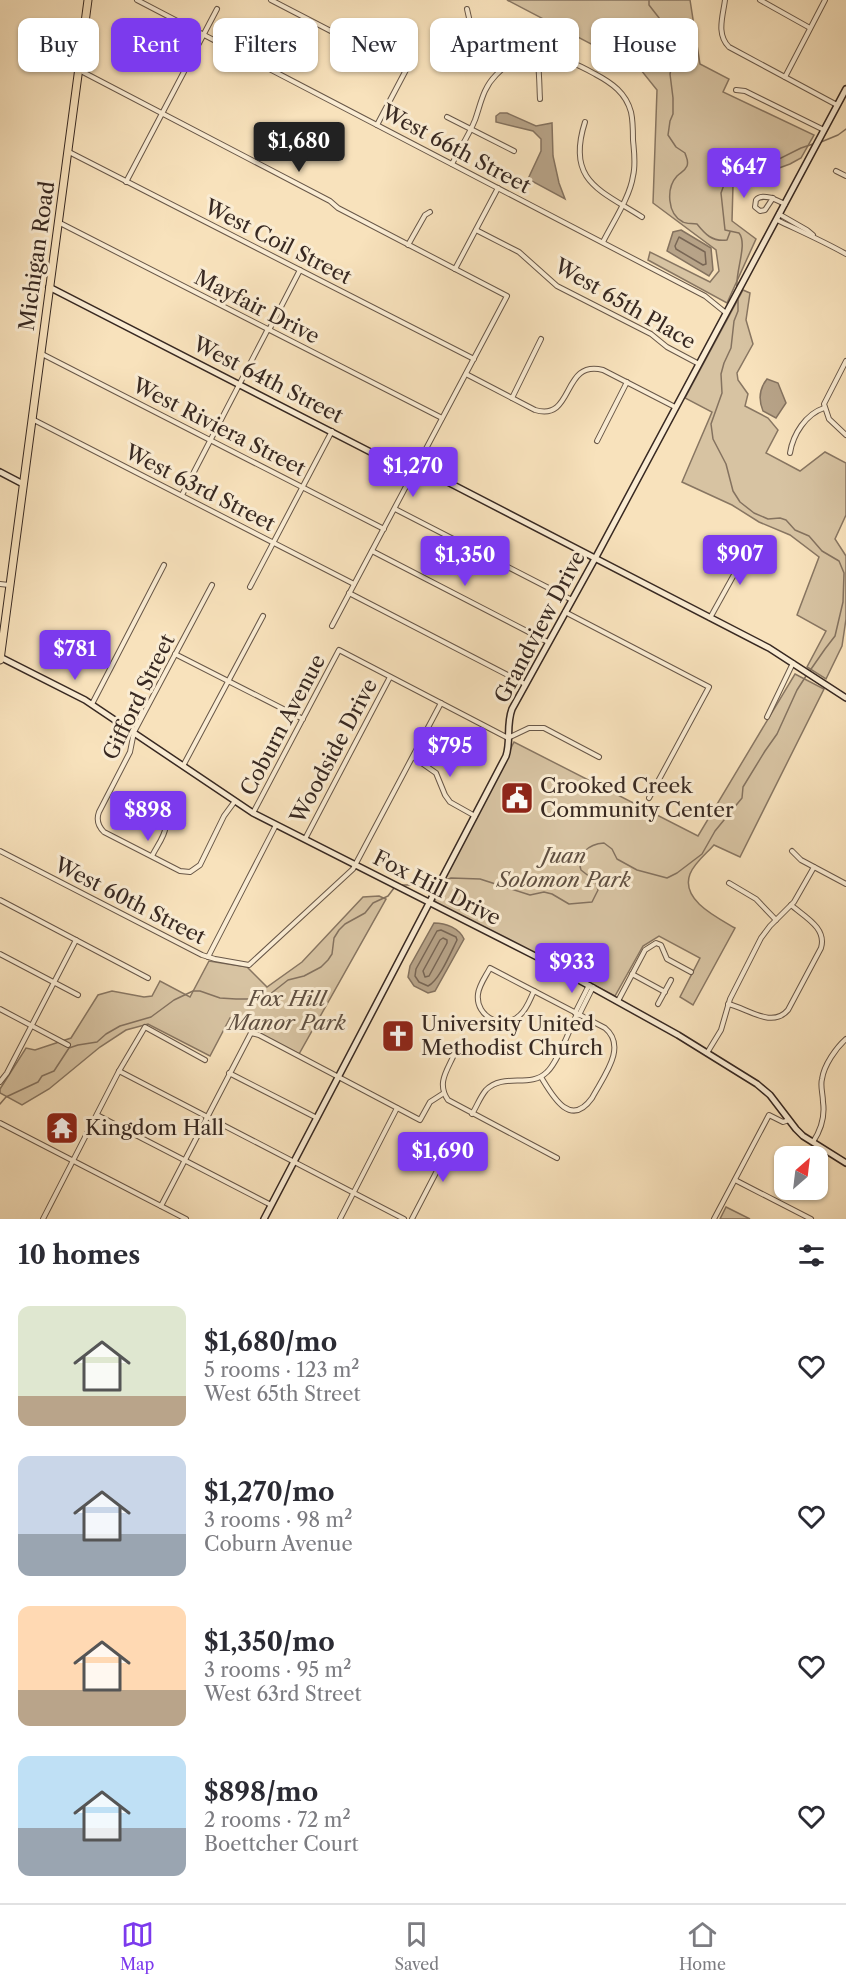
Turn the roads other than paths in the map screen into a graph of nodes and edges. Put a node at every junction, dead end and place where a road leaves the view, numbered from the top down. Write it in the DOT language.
graph roads {
  1 [pos="88,0"];
  2 [pos="137,0"];
  3 [pos="271,0"];
  4 [pos="725,0"];
  5 [pos="760,0"];
  6 [pos="825,0"];
  7 [pos="217,9"];
  8 [pos="467,9"];
  9 [pos="86,18"];
  10 [pos="469,18"];
  11 [pos="810,28"];
  12 [pos="204,35"];
  13 [pos="579,65"];
  14 [pos="79,72"];
  15 [pos="83,72"];
  16 [pos="500,72"];
  17 [pos="538,72"];
  18 [pos="784,77"];
  19 [pos="846,88"];
  20 [pos="736,90"];
  21 [pos="540,99"];
  22 [pos="837,105"];
  23 [pos="162,113"];
  24 [pos="447,117"];
  25 [pos="585,122"];
  26 [pos="377,125"];
  27 [pos="470,129"];
  28 [pos="823,132"];
  29 [pos="68,152"];
  30 [pos="514,152"];
  31 [pos="452,164"];
  32 [pos="836,171"];
  33 [pos="846,176"];
  34 [pos="126,182"];
  35 [pos="498,188"];
  36 [pos="773,198"];
  37 [pos="622,204"];
  38 [pos="785,204"];
  39 [pos="430,212"];
  40 [pos="642,217"];
  41 [pos="778,217"];
  42 [pos="58,222"];
  43 [pos="476,230"];
  44 [pos="603,242"];
  45 [pos="408,245"];
  46 [pos="846,254"];
  47 [pos="455,269"];
  48 [pos="300,270"];
  49 [pos="49,287"];
  50 [pos="726,313"];
  51 [pos="269,329"];
  52 [pos="541,339"];
  53 [pos="40,353"];
  54 [pos="474,359"];
  55 [pos="846,361"];
  56 [pos="699,364"];
  57 [pos="466,374"];
  58 [pos="627,382"];
  59 [pos="240,384"];
  60 [pos="512,398"];
  61 [pos="675,407"];
  62 [pos="824,408"];
  63 [pos="442,418"];
  64 [pos="32,419"];
  65 [pos="332,432"];
  66 [pos="846,435"];
  67 [pos="211,440"];
  68 [pos="597,441"];
  69 [pos="790,453"];
  70 [pos="416,471"];
  71 [pos="0,472"];
  72 [pos="23,484"];
  73 [pos="303,486"];
  74 [pos="182,495"];
  75 [pos="395,509"];
  76 [pos="384,529"];
  77 [pos="274,542"];
  78 [pos="751,544"];
  79 [pos="372,551"];
  80 [pos="595,558"];
  81 [pos="164,565"];
  82 [pos="0,584"];
  83 [pos="354,584"];
  84 [pos="10,585"];
  85 [pos="212,585"];
  86 [pos="250,586"];
  87 [pos="349,593"];
  88 [pos="572,600"];
  89 [pos="565,612"];
  90 [pos="263,616"];
  91 [pos="710,618"];
  92 [pos="332,626"];
  93 [pos="548,642"];
  94 [pos="176,654"];
  95 [pos="0,659"];
  96 [pos="793,663"];
  97 [pos="390,677"];
  98 [pos="228,682"];
  99 [pos="525,684"];
  100 [pos="846,698"];
  101 [pos="441,703"];
  102 [pos="92,704"];
  103 [pos="766,717"];
  104 [pos="303,719"];
  105 [pos="134,732"];
  106 [pos="508,738"];
  107 [pos="413,757"];
  108 [pos="599,757"];
  109 [pos="183,766"];
  110 [pos="650,798"];
  111 [pos="235,801"];
  112 [pos="158,806"];
  113 [pos="253,813"];
  114 [pos="476,817"];
  115 [pos="276,825"];
  116 [pos="305,839"];
  117 [pos="0,851"];
  118 [pos="792,851"];
  119 [pos="152,856"];
  120 [pos="356,865"];
  121 [pos="814,867"];
  122 [pos="729,883"];
  123 [pos="846,884"];
  124 [pos="0,900"];
  125 [pos="430,902"];
  126 [pos="791,905"];
  127 [pos="776,920"];
  128 [pos="76,940"];
  129 [pos="0,954"];
  130 [pos="208,957"];
  131 [pos="691,972"];
  132 [pos="632,974"];
  133 [pos="148,978"];
  134 [pos="671,980"];
  135 [pos="54,982"];
  136 [pos="591,986"];
  137 [pos="534,991"];
  138 [pos="665,992"];
  139 [pos="78,994"];
  140 [pos="618,1001"];
  141 [pos="658,1004"];
  142 [pos="728,1004"];
  143 [pos="0,1009"];
  144 [pos="577,1014"];
  145 [pos="32,1026"];
  146 [pos="846,1039"];
  147 [pos="68,1045"];
  148 [pos="707,1053"];
  149 [pos="453,1057"];
  150 [pos="205,1060"];
  151 [pos="119,1071"];
  152 [pos="229,1073"];
  153 [pos="542,1077"];
  154 [pos="339,1078"];
  155 [pos="0,1082"];
  156 [pos="444,1093"];
  157 [pos="397,1108"];
  158 [pos="472,1114"];
  159 [pos="97,1115"];
  160 [pos="206,1116"];
  161 [pos="317,1118"];
  162 [pos="789,1120"];
  163 [pos="0,1123"];
  164 [pos="454,1138"];
  165 [pos="813,1142"];
  166 [pos="557,1158"];
  167 [pos="73,1160"];
  168 [pos="184,1160"];
  169 [pos="294,1162"];
  170 [pos="846,1163"];
  171 [pos="735,1180"];
  172 [pos="354,1193"];
  173 [pos="161,1206"];
  174 [pos="272,1206"];
  175 [pos="42,1219"];
  176 [pos="186,1219"];
  177 [pos="264,1219"];
  178 [pos="340,1219"];
  179 [pos="404,1219"];
  180 [pos="412,1219"];
  181 [pos="714,1219"];
  182 [pos="811,1219"];
  1 -- 9 [label="main road, Michigan Road"];
  2 -- 12 [label="street, West 66th Street"];
  3 -- 26 [label="street"];
  4 -- 18 [label="street"];
  5 -- 11 [label="street"];
  6 -- 11 [label="street"];
  7 -- 12 [label="street"];
  8 -- 10 [label="street"];
  11 -- 18 [label="street"];
  12 -- 23 [label="street"];
  12 -- 26 [label="street, West 66th Street"];
  13 -- 37 [label="street"];
  14 -- 29 [label="main road, Michigan Road"];
  15 -- 23 [label="street"];
  16 -- 27 [label="street"];
  17 -- 21 [label="street"];
  18 -- 22 [label="street"];
  19 -- 22 [label="street, Grandview Drive"];
  20 -- 28 [label="street"];
  22 -- 28 [label="street, Grandview Drive"];
  23 -- 34 [label="street"];
  23 -- 45 [label="street"];
  24 -- 27 [label="street"];
  25 -- 37 [label="street"];
  26 -- 31 [label="street, West 66th Street"];
  27 -- 30 [label="street"];
  27 -- 31 [label="street"];
  28 -- 38 [label="street, Grandview Drive"];
  29 -- 34 [label="street, West Coil Street"];
  29 -- 42 [label="main road, Michigan Road"];
  31 -- 35 [label="street, West 66th Street"];
  32 -- 33 [label="street"];
  34 -- 48 [label="street, West Coil Street"];
  35 -- 43 [label="street"];
  35 -- 44 [label="street, West 66th Street"];
  36 -- 36 [label="street"];
  36 -- 38 [label="street"];
  37 -- 40 [label="street"];
  37 -- 44 [label="street"];
  38 -- 41 [label="street, Grandview Drive"];
  39 -- 45 [label="street"];
  41 -- 46 [label="street"];
  41 -- 50 [label="street, Grandview Drive"];
  42 -- 49 [label="main road, Michigan Road"];
  42 -- 51 [label="street, Mayfair Drive"];
  43 -- 47 [label="street"];
  43 -- 56 [label="street, West 65th Place"];
  44 -- 50 [label="street, West 66th Street"];
  45 -- 47 [label="street"];
  47 -- 54 [label="street"];
  48 -- 51 [label="street"];
  48 -- 54 [label="street, West Coil Street"];
  49 -- 53 [label="main road, Michigan Road"];
  49 -- 59 [label="street, West 64th Street"];
  50 -- 56 [label="street, Grandview Drive"];
  51 -- 59 [label="street"];
  51 -- 63 [label="street, Mayfair Drive"];
  52 -- 60 [label="street"];
  53 -- 64 [label="main road, Michigan Road"];
  53 -- 67 [label="street, West Riviera Street"];
  54 -- 57 [label="street"];
  55 -- 62 [label="street"];
  56 -- 61 [label="street, Grandview Drive"];
  57 -- 60 [label="street"];
  57 -- 63 [label="street"];
  58 -- 60 [label="street"];
  58 -- 61 [label="street"];
  58 -- 68 [label="street"];
  59 -- 65 [label="street, West 64th Street"];
  59 -- 67 [label="street"];
  61 -- 80 [label="street, Grandview Drive"];
  62 -- 66 [label="street"];
  62 -- 69 [label="street"];
  63 -- 70 [label="street"];
  64 -- 72 [label="main road, Michigan Road"];
  64 -- 74 [label="street, West 63rd Street"];
  65 -- 70 [label="street, West 64th Street"];
  65 -- 73 [label="street"];
  67 -- 73 [label="street, West Riviera Street"];
  67 -- 74 [label="street"];
  70 -- 75 [label="street"];
  70 -- 80 [label="street, West 64th Street"];
  71 -- 72 [label="street"];
  72 -- 84 [label="main road, Michigan Road"];
  73 -- 76 [label="street, West Riviera Street"];
  73 -- 77 [label="street"];
  74 -- 77 [label="street, West 63rd Street"];
  75 -- 76 [label="street"];
  75 -- 88 [label="street"];
  76 -- 79 [label="street"];
  77 -- 83 [label="street, West 63rd Street"];
  77 -- 86 [label="street"];
  78 -- 91 [label="street"];
  79 -- 83 [label="street"];
  79 -- 93 [label="street"];
  80 -- 88 [label="street, Grandview Drive"];
  80 -- 91 [label="street, West 64th Street"];
  81 -- 102 [label="street"];
  82 -- 84 [label="street"];
  83 -- 87 [label="street"];
  84 -- 95 [label="main road, Michigan Road"];
  85 -- 94 [label="street, Gifford Street"];
  87 -- 92 [label="street"];
  87 -- 99 [label="street"];
  88 -- 89 [label="street, Grandview Drive"];
  89 -- 93 [label="street, Grandview Drive"];
  89 -- 110 [label="street"];
  90 -- 98 [label="street"];
  91 -- 96 [label="street, West 64th Street"];
  93 -- 99 [label="street, Grandview Drive"];
  94 -- 98 [label="street"];
  94 -- 105 [label="street, Gifford Street"];
  95 -- 102 [label="street, Fox Hill Drive"];
  96 -- 100 [label="street, West 64th Street"];
  96 -- 103 [label="street"];
  97 -- 101 [label="street"];
  97 -- 104 [label="street, Coburn Avenue"];
  97 -- 116 [label="street, Woodside Drive"];
  98 -- 104 [label="street"];
  98 -- 109 [label="street"];
  99 -- 106 [label="street, Grandview Drive"];
  101 -- 106 [label="street"];
  101 -- 107 [label="street"];
  102 -- 105 [label="street, Fox Hill Drive"];
  104 -- 113 [label="street, Coburn Avenue"];
  105 -- 109 [label="street, Fox Hill Drive"];
  105 -- 119 [label="street, Gifford Street"];
  106 -- 108 [label="street"];
  106 -- 114 [label="street, Grandview Drive"];
  107 -- 114 [label="street"];
  107 -- 120 [label="street"];
  109 -- 111 [label="street, Fox Hill Drive"];
  111 -- 113 [label="street, Fox Hill Drive"];
  111 -- 119 [label="street, Coburn Avenue"];
  112 -- 119 [label="street"];
  113 -- 115 [label="street, Fox Hill Drive"];
  114 -- 125 [label="street, Grandview Drive"];
  115 -- 116 [label="street, Fox Hill Drive"];
  115 -- 130 [label="street, Woodside Drive"];
  116 -- 120 [label="street, Fox Hill Drive"];
  117 -- 130 [label="street, West 60th Street"];
  118 -- 121 [label="street"];
  120 -- 125 [label="street, Fox Hill Drive"];
  120 -- 130 [label="street, West 60th Street"];
  121 -- 123 [label="street"];
  121 -- 126 [label="street"];
  122 -- 127 [label="street"];
  124 -- 128 [label="street"];
  125 -- 136 [label="street, Fox Hill Drive"];
  125 -- 154 [label="street, Grandview Drive"];
  126 -- 127 [label="street"];
  126 -- 142 [label="street"];
  127 -- 142 [label="street"];
  128 -- 133 [label="street"];
  128 -- 135 [label="street"];
  129 -- 135 [label="street"];
  131 -- 132 [label="street"];
  132 -- 138 [label="street"];
  132 -- 140 [label="street"];
  134 -- 138 [label="street"];
  135 -- 139 [label="street"];
  135 -- 145 [label="street"];
  136 -- 140 [label="street, Fox Hill Drive"];
  136 -- 144 [label="street"];
  137 -- 137 [label="street"];
  137 -- 144 [label="street"];
  138 -- 141 [label="street"];
  140 -- 148 [label="street, Fox Hill Drive"];
  142 -- 148 [label="street"];
  143 -- 145 [label="street"];
  144 -- 153 [label="street"];
  144 -- 153 [label="street"];
  145 -- 147 [label="street"];
  145 -- 155 [label="street"];
  146 -- 165 [label="street"];
  148 -- 162 [label="street, Fox Hill Drive"];
  149 -- 156 [label="street"];
  150 -- 151 [label="street"];
  151 -- 159 [label="street"];
  151 -- 160 [label="street"];
  152 -- 154 [label="street"];
  152 -- 160 [label="street"];
  152 -- 161 [label="street"];
  153 -- 158 [label="street"];
  154 -- 157 [label="street"];
  154 -- 161 [label="street, Grandview Drive"];
  156 -- 157 [label="street"];
  156 -- 158 [label="street"];
  157 -- 172 [label="street"];
  158 -- 166 [label="street"];
  159 -- 167 [label="street"];
  159 -- 168 [label="street"];
  160 -- 168 [label="street"];
  160 -- 169 [label="street"];
  161 -- 169 [label="street, Grandview Drive"];
  162 -- 165 [label="street, Fox Hill Drive"];
  162 -- 171 [label="street"];
  163 -- 167 [label="street"];
  164 -- 180 [label="street"];
  165 -- 170 [label="street, Fox Hill Drive"];
  167 -- 173 [label="street"];
  167 -- 175 [label="street"];
  168 -- 173 [label="street"];
  168 -- 174 [label="street"];
  169 -- 172 [label="street"];
  169 -- 174 [label="street, Grandview Drive"];
  171 -- 181 [label="street"];
  171 -- 182 [label="street"];
  172 -- 178 [label="street"];
  172 -- 179 [label="street"];
  173 -- 176 [label="street"];
  174 -- 177 [label="street, Grandview Drive"];
}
────────────────────
• [YOUR INSTRUCTIONS]
Only lines containing the word "Coburn" should appear in the answer, and every such line from the records above must be there.

• [SOLUTION TO THIS PROBLEM]
  97 -- 104 [label="street, Coburn Avenue"];
  104 -- 113 [label="street, Coburn Avenue"];
  111 -- 119 [label="street, Coburn Avenue"];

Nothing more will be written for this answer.